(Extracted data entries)
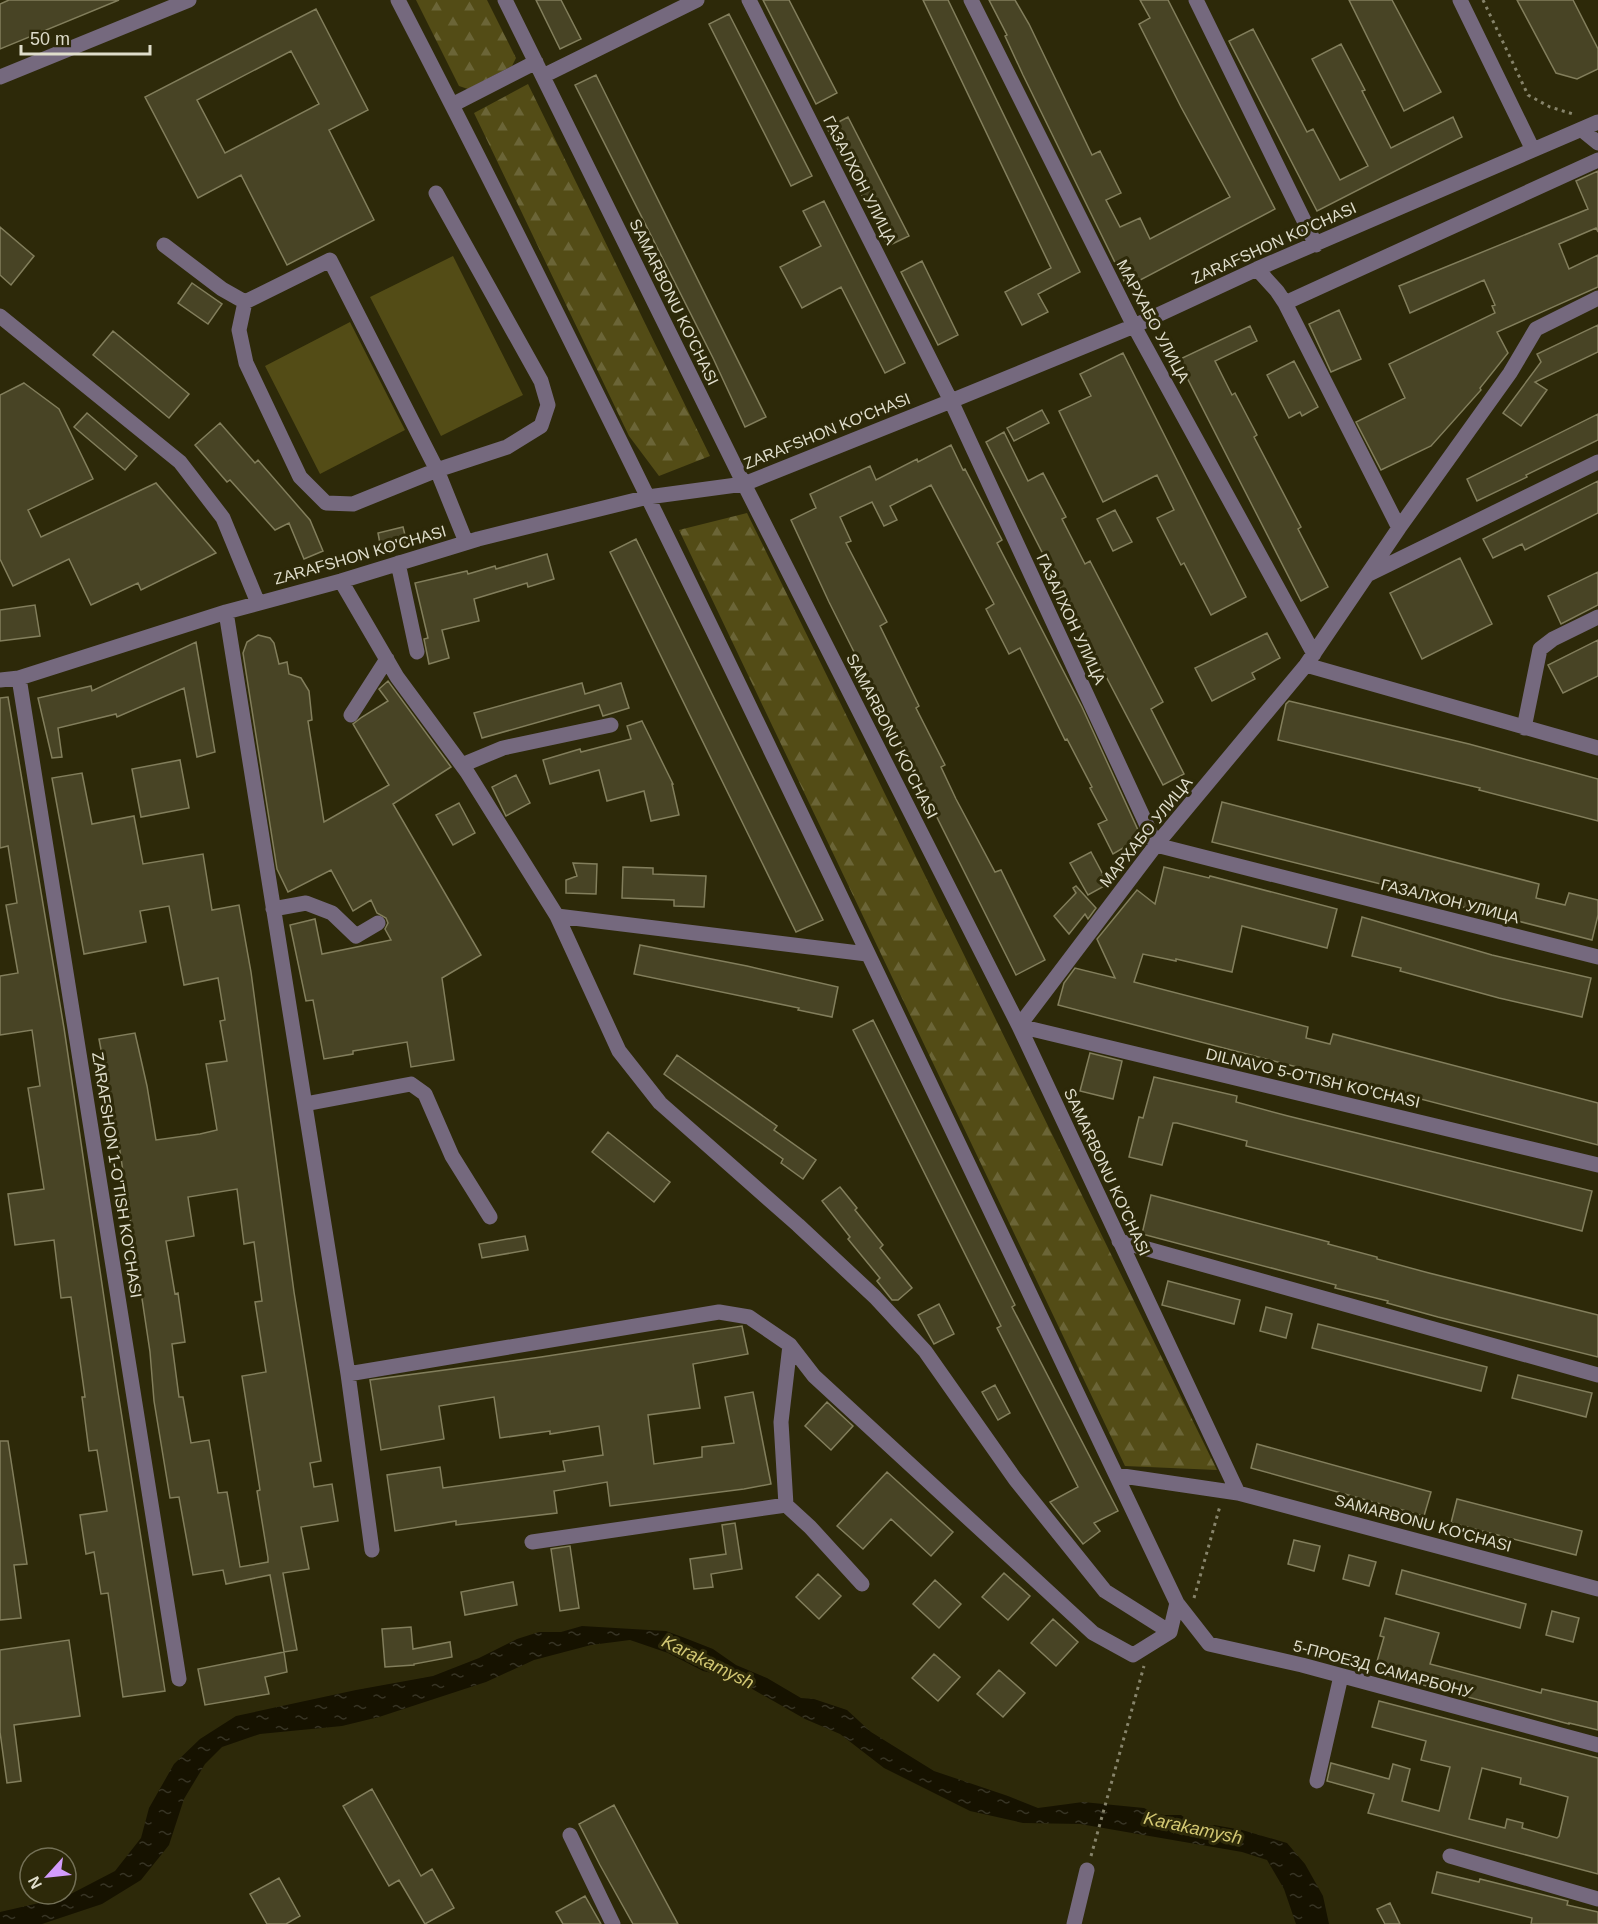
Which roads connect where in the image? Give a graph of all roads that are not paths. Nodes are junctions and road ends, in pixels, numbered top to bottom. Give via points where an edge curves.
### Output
1 (189, 0) edge
2 (398, 0) edge
3 (505, 0) edge
4 (697, 0) edge
5 (749, 0) edge
6 (971, 0) edge
7 (1196, 0) edge
8 (1460, 0) edge
9 (539, 69) junction
10 (0, 77) edge
11 (452, 105) junction
12 (1598, 122) edge
13 (1582, 130) junction
14 (1598, 143) edge
15 (1533, 150) junction
16 (1598, 160) edge
17 (436, 193) dead end
18 (164, 245) dead end
19 (1316, 245) junction
20 (1257, 269) junction
21 (1598, 298) edge
22 (245, 302) junction
23 (1285, 303) junction
24 (0, 316) edge
25 (1134, 326) junction
26 (951, 401) junction
27 (1598, 462) edge
28 (437, 470) junction
29 (744, 484) junction
30 (648, 497) junction
31 (1399, 528) junction
32 (466, 542) junction
33 (398, 563) junction
34 (1369, 574) junction
35 (341, 581) junction
36 (258, 603) junction
37 (226, 612) junction
38 (1598, 617) edge
39 (417, 652) dead end
40 (387, 659) junction
41 (1310, 660) junction
42 (19, 678) junction
43 (0, 680) edge
44 (351, 715) dead end
45 (611, 725) dead end
46 (1524, 728) junction
47 (1598, 748) edge
48 (462, 765) junction
49 (1156, 845) junction
50 (273, 909) junction
51 (557, 916) junction
52 (378, 922) dead end
53 (867, 954) junction
54 (1598, 957) edge
55 (1019, 1026) junction
56 (305, 1104) junction
57 (1598, 1165) edge
58 (490, 1217) dead end
59 (1119, 1241) junction
60 (790, 1345) junction
61 (348, 1374) junction
62 (1598, 1375) edge
63 (1116, 1474) junction
64 (1231, 1492) junction
65 (786, 1505) junction
66 (532, 1542) dead end
67 (372, 1550) dead end
68 (862, 1584) dead end
69 (1598, 1589) edge
70 (1177, 1603) junction
71 (1170, 1632) junction
72 (1341, 1676) junction
73 (179, 1679) dead end
74 (1598, 1745) edge
75 (1317, 1781) dead end
76 (570, 1834) dead end
77 (1450, 1856) dead end
78 (1088, 1870) road end
79 (1598, 1899) edge
80 (613, 1924) edge
81 (1074, 1924) edge

1 - 10 street
2 - 11 street
3 - 9 street, SAMARBONU KO'CHASI
4 - 9 street
5 - 26 street, ГАЗАЛХОН УЛИЦА
6 - 25 street, МАРХАБО УЛИЦА
7 - 19 street
8 - 15 street
9 - 11 street
9 - 29 street, SAMARBONU KO'CHASI
11 - 30 street
12 - 13 street, ZARAFSHON KO'CHASI
13 - 14 street
13 - 15 street, ZARAFSHON KO'CHASI
15 - 19 street, ZARAFSHON KO'CHASI
16 - 23 street
17 - 28 street via 541,381 548,405 541,426 507,447
18 - 22 street
19 - 20 street, ZARAFSHON KO'CHASI
20 - 23 street
20 - 25 street, ZARAFSHON KO'CHASI
21 - 31 street, МАРХАБО УЛИЦА via 1536,329 1510,373
22 - 28 street via 330,260
22 - 28 street via 239,330 246,363 300,477 326,503 353,504
23 - 31 street
24 - 36 street via 180,462 223,518
25 - 26 street, ZARAFSHON KO'CHASI
25 - 41 street, МАРХАБО УЛИЦА
26 - 29 street, ZARAFSHON KO'CHASI
26 - 49 street, ГАЗАЛХОН УЛИЦА
27 - 34 street, МАРХАБО УЛИЦА
28 - 32 street
29 - 30 street, ZARAFSHON KO'CHASI
29 - 55 street, SAMARBONU KO'CHASI
30 - 32 street, ZARAFSHON KO'CHASI
30 - 53 street
31 - 34 street, МАРХАБО УЛИЦА
32 - 33 street, ZARAFSHON KO'CHASI
33 - 35 street, ZARAFSHON KO'CHASI
33 - 39 street
34 - 41 street, МАРХАБО УЛИЦА
35 - 36 street, ZARAFSHON KO'CHASI
35 - 40 street
36 - 37 street, ZARAFSHON KO'CHASI
37 - 42 street, ZARAFSHON KO'CHASI
37 - 50 street
38 - 46 street via 1540,649
40 - 44 street
40 - 48 street
41 - 46 street
41 - 49 street, МАРХАБО УЛИЦА
42 - 43 street, ZARAFSHON KO'CHASI
42 - 73 street, ZARAFSHON 1-O'TISH KO'CHASI
45 - 48 street via 503,748
46 - 47 street
48 - 51 street
49 - 54 street, ГАЗАЛХОН УЛИЦА
49 - 55 street, МАРХАБО УЛИЦА
50 - 52 street via 306,903 332,913 356,936
50 - 56 street
51 - 53 street
51 - 71 street via 619,1051 660,1102 875,1297 925,1351 1015,1479 1105,1591
53 - 63 street
55 - 57 street, DILNAVO 5-O'TISH KO'CHASI
55 - 59 street, SAMARBONU KO'CHASI
56 - 58 street via 411,1084 424,1094 452,1156
56 - 61 street
59 - 62 street
59 - 64 street, SAMARBONU KO'CHASI
60 - 61 street via 749,1317 719,1312
60 - 65 street via 781,1422
60 - 71 street via 814,1376 1093,1634 1133,1655
61 - 67 street
63 - 64 street, SAMARBONU KO'CHASI
63 - 70 street
64 - 69 street, SAMARBONU KO'CHASI
65 - 66 street
65 - 68 street
70 - 71 street
70 - 72 street, 5-ПРОЕЗД САМАРБОНУ via 1209,1644
72 - 74 street, 5-ПРОЕЗД САМАРБОНУ
72 - 75 street
76 - 80 street
77 - 79 street
78 - 81 street

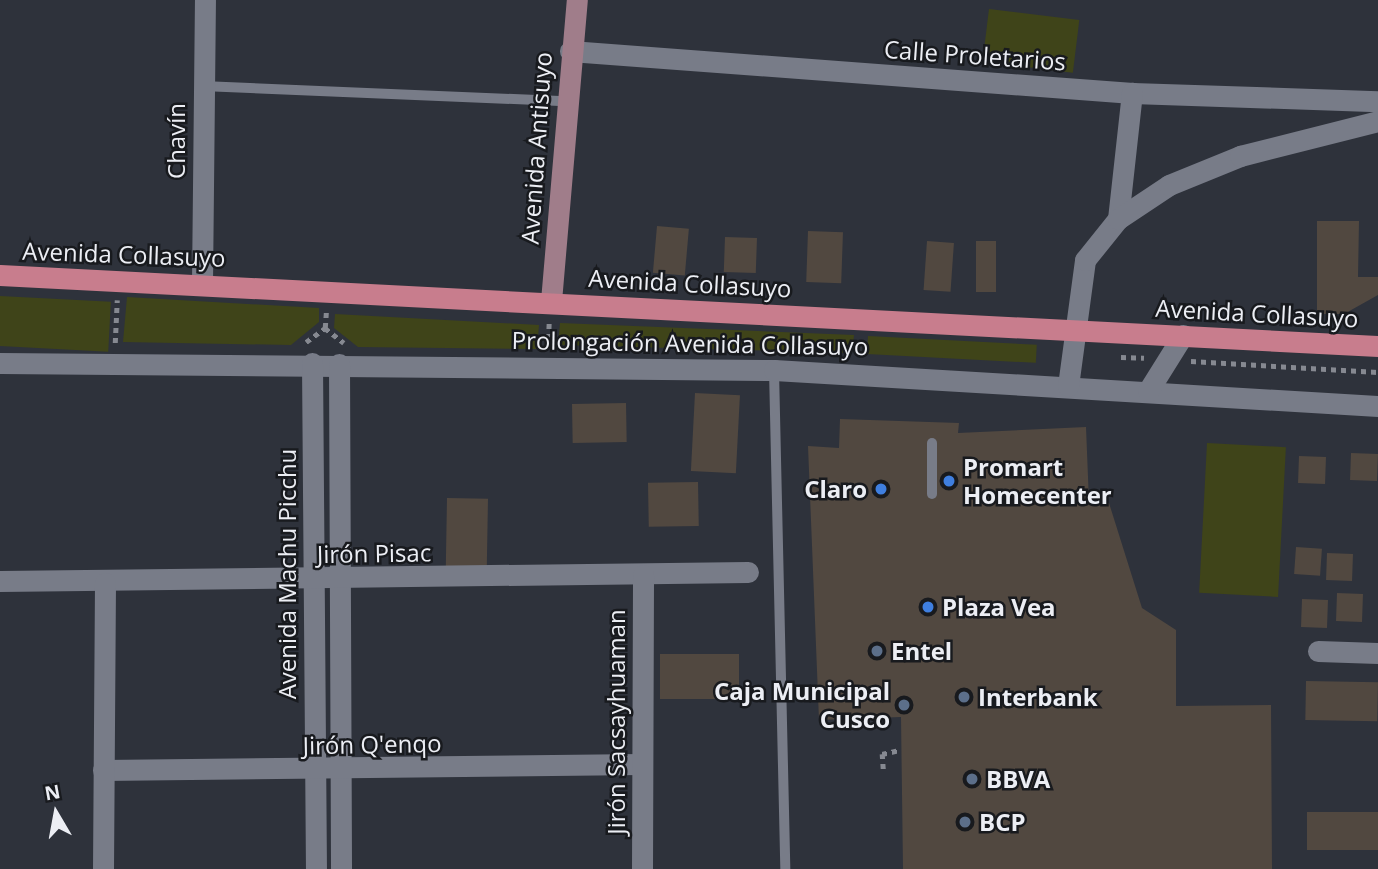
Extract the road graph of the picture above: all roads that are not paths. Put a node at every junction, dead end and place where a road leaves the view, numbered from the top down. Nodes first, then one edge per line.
1 (205, 0) edge
2 (577, 0) edge
3 (570, 51) junction
4 (202, 86) junction
5 (1132, 93) junction
6 (566, 101) junction
7 (1378, 101) edge
8 (1378, 121) edge
9 (1118, 219) junction
10 (0, 275) edge
11 (202, 283) junction
12 (550, 308) junction
13 (1073, 329) junction
14 (1183, 335) junction
15 (1378, 346) edge
16 (306, 355) junction
17 (344, 355) junction
18 (0, 363) edge
19 (774, 370) junction
20 (1069, 386) junction
21 (1148, 391) junction
22 (1378, 406) edge
23 (932, 443) dead end
24 (932, 494) dead end
25 (748, 572) dead end
26 (643, 575) junction
27 (311, 580) junction
28 (337, 580) junction
29 (0, 581) edge
30 (106, 583) junction
31 (1318, 651) dead end
32 (1378, 653) edge
33 (642, 764) junction
34 (103, 770) junction
35 (315, 771) junction
36 (341, 771) junction
37 (103, 869) edge
38 (316, 869) edge
39 (341, 869) edge
40 (642, 869) edge
41 (785, 869) edge

1 - 4 street, Chavín
2 - 3 street, Avenida Antisuyo
3 - 5 street, Calle Proletarios
3 - 6 street, Avenida Antisuyo
4 - 6 lane
4 - 11 street, Chavín
5 - 7 street, Calle Proletarios
5 - 9 street
6 - 12 street, Avenida Antisuyo
8 - 9 street
9 - 13 street
10 - 11 main road, Avenida Collasuyo
11 - 12 main road, Avenida Collasuyo
12 - 13 main road, Avenida Collasuyo
13 - 14 main road, Avenida Collasuyo
13 - 20 street
14 - 15 main road, Avenida Collasuyo
14 - 21 street
16 - 17 street, Prolongación Avenida Collasuyo
16 - 18 street, Prolongación Avenida Collasuyo
16 - 27 street, Avenida Machu Picchu
17 - 19 street, Prolongación Avenida Collasuyo
17 - 28 street, Avenida Machu Picchu
19 - 20 street, Prolongación Avenida Collasuyo
19 - 41 lane
20 - 21 street, Prolongación Avenida Collasuyo
21 - 22 street, Prolongación Avenida Collasuyo
23 - 24 lane
25 - 26 street, Jirón Pisac
26 - 28 street, Jirón Pisac
26 - 33 street, Jirón Sacsayhuaman
27 - 28 street, Jirón Pisac
27 - 30 street, Jirón Pisac
27 - 35 street, Avenida Machu Picchu
28 - 36 street, Avenida Machu Picchu
29 - 30 street, Jirón Pisac
30 - 34 street
31 - 32 street
33 - 36 street, Jirón Q'enqo
33 - 40 street, Jirón Sacsayhuaman
34 - 35 street, Jirón Q'enqo
34 - 37 street
35 - 36 street, Jirón Q'enqo
35 - 38 street, Avenida Machu Picchu
36 - 39 street, Avenida Machu Picchu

**ASSIGNMENT**.
Which lines above include "SAMARBONU"? Show each of them by copying it.

**OUTPUT FOR THIS EXERCISE**.
3 - 9 street, SAMARBONU KO'CHASI
9 - 29 street, SAMARBONU KO'CHASI
29 - 55 street, SAMARBONU KO'CHASI
55 - 59 street, SAMARBONU KO'CHASI
59 - 64 street, SAMARBONU KO'CHASI
63 - 64 street, SAMARBONU KO'CHASI
64 - 69 street, SAMARBONU KO'CHASI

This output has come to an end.